> _Your goal_
Your answer should be a single number, the count of lines in the material with the string "улица".

> _Exercise data_
::::
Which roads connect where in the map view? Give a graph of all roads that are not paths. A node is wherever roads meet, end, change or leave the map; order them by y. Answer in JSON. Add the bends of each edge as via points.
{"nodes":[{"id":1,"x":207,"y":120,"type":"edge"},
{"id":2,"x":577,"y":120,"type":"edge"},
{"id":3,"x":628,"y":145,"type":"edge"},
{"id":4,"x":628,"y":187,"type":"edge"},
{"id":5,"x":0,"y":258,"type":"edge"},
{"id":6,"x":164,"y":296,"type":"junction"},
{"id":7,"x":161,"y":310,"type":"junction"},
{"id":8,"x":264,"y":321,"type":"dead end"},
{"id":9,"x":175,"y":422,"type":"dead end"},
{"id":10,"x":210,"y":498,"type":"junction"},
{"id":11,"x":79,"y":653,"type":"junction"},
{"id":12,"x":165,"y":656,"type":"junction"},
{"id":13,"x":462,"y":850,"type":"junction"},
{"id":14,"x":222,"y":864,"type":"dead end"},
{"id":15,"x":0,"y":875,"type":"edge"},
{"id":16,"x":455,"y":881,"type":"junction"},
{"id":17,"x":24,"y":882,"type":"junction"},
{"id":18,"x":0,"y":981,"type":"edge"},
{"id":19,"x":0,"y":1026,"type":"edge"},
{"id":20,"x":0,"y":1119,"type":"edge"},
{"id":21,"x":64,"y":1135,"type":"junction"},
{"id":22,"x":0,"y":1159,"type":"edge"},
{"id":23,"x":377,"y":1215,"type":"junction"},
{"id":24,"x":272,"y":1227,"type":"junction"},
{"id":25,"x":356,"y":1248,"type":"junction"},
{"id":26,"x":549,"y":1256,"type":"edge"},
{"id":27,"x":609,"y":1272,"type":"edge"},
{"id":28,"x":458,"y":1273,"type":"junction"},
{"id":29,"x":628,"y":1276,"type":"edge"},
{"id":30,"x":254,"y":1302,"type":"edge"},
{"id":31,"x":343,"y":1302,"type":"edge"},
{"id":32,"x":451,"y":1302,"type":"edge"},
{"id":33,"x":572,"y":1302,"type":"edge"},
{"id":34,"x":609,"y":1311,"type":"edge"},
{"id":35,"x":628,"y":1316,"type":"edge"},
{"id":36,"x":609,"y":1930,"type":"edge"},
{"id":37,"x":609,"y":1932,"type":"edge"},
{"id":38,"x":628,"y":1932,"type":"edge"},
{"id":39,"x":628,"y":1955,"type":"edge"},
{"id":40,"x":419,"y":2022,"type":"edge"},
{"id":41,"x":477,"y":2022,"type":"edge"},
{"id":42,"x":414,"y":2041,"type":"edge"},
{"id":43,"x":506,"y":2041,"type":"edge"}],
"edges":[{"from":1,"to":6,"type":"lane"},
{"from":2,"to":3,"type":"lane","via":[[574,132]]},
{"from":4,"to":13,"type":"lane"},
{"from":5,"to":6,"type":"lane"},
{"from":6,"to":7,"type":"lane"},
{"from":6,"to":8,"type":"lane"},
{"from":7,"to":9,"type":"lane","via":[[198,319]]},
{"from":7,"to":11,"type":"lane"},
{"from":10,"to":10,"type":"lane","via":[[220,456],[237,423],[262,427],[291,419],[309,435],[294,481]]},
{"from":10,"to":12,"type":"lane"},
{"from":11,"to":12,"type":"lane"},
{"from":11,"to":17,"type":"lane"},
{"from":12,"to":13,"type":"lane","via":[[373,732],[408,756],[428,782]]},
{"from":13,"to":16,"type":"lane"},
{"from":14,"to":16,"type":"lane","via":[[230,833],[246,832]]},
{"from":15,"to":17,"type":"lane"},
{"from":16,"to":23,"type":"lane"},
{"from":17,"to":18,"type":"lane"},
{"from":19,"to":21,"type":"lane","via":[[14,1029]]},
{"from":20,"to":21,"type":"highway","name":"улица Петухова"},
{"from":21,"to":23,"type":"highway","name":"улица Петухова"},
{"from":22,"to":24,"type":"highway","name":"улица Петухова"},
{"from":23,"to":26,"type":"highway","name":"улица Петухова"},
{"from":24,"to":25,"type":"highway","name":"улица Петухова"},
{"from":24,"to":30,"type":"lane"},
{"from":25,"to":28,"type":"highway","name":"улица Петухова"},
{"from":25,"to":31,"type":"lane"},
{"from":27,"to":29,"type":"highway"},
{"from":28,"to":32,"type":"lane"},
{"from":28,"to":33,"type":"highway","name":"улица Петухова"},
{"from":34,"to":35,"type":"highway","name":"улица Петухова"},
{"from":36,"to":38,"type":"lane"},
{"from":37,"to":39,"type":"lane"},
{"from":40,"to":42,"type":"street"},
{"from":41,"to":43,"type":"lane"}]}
::::
> _Response area_
8